Getting to the car park I was aware of the big business that this is, there were many coaches and cars. And even better, many nationalities, English, American, German,Irish, Polish, French, some from the Far East, not certain which country they were from though. There was a huge mixture of ages, students through to pensioners.
Each group gets their own personal guide and is given earphones and a receiver to be able to pick up the guides commentary. Our guide was a sweet and gentle student who'd just finished his degree in Politics. It was his ambition I later found out to give a tour focusing on the humanityof the victims,rather than just the facts and figures.
It's an extremely organised tour that builds up the tension as you go from building to building. Auschwitz was originally a garrison and much smaller that I had anticipated. So each building you enter is setting the scene with photographs and documentation.
I had already been told about some of the exhibitions and how upsetting they were, so I thought I could be strong cause I knew about them.
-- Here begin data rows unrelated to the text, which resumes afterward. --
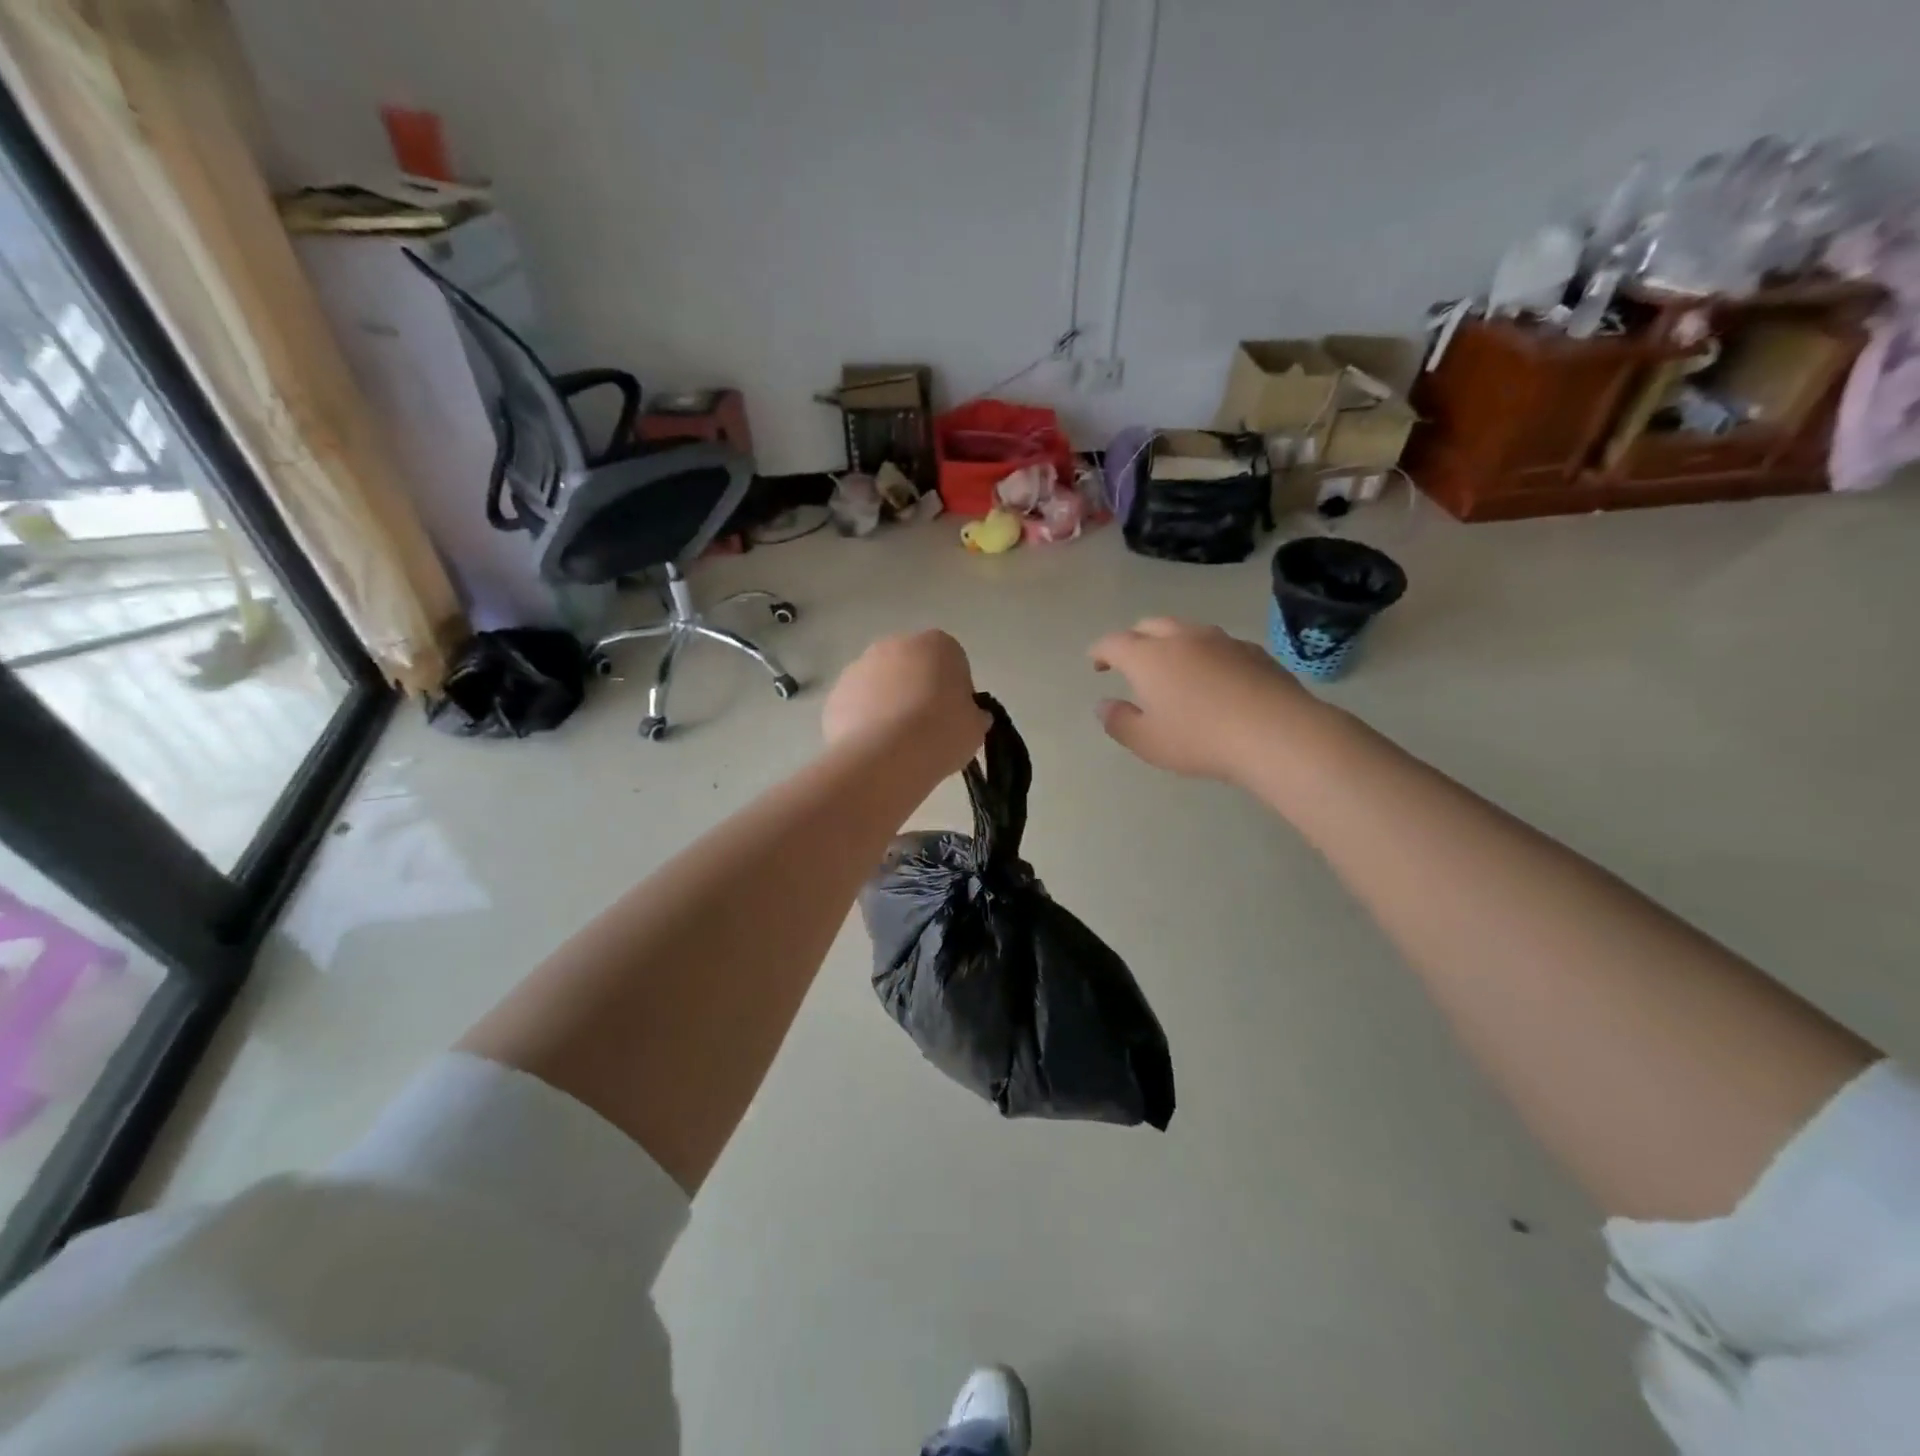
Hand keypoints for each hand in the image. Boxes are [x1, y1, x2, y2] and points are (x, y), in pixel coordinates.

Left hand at [824, 630, 989, 777]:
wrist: (886, 757)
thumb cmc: (942, 733)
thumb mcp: (976, 727)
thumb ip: (973, 714)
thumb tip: (971, 716)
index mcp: (936, 644)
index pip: (952, 661)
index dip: (955, 691)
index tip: (954, 718)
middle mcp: (894, 644)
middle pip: (911, 667)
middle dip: (917, 691)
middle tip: (926, 729)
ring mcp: (859, 667)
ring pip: (880, 685)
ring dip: (889, 705)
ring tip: (898, 744)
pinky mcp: (835, 694)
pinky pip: (857, 706)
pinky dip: (864, 722)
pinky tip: (875, 749)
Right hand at [1089, 618, 1321, 782]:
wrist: (1276, 733)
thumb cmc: (1200, 739)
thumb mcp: (1147, 742)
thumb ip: (1119, 722)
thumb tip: (1103, 705)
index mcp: (1148, 657)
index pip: (1114, 643)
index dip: (1100, 651)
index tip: (1096, 663)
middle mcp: (1182, 638)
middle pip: (1150, 625)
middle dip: (1134, 638)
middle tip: (1130, 661)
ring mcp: (1221, 640)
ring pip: (1186, 630)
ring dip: (1171, 643)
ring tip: (1172, 667)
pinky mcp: (1253, 651)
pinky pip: (1218, 645)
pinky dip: (1205, 654)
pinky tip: (1213, 678)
But that didn't happen, you go into long room after long room with evermore increasingly difficult things to see.People are not making eye contact with each other, but slowly people are getting upset. The room that got me was one in which there were a pile of suitcases thrown in together. These little cases had names and addresses on, as if the people would ever be able to use them. Christ that was sad, knowing what happened to the majority of people who passed through the gate. At full strength 700 people A DAY were being gassed and cremated.
And then you go into this other long room on either side are floor to ceiling glass panels and behind these are 80,000 single shoes. By this time most people are silently crying, tears are just pouring, noses wiped on sleeves or tissues as we all go from one end of the room to the other. Ensuring that we all touch the end of the wall so that every owner of every shoe can be remembered.It was shocking how fashionable the shoes were, faded red leather cross over platform sandals stood out for me.
When we got outside this building people just looked at each other, no-one spoke we just looked and shared our pain through our wet eyes. It was so painful, such a fucking waste, so barbaric.
We got taken into the penal block which is still in it's original state. We saw the punishment cells they were different sorts of punishment, the one that got me was the standing cells. People had to crawl in and then stand in a space big enough for four people with no room to spare and the four prisoners would stand all night without being able to move and then have to crawl out in the morning and do a days work. I was appalled at these cells.
The list goes on and on of the sights we were shown. We were taken to Birkeneau (famous entrance in the photo)which is huge and saw the barbaric living conditions that men endured, in old wooden stables converted to house a 1000 men at a time, sleeping ten to a bunk, three tiers high with nothing more than filthy straw to lie on.
I am glad that I have been, I have always felt a need to go.
But the pain inside me is going to take a long time to go away, and really I hope it never does. It's too important to let go of.
I could carry on writing and writing so I may come back to this. But writing this has worn me out again and I need to go and live in my world for a while instead of this painful and barbaric one. It's enough that it is in my dreams and they are not good.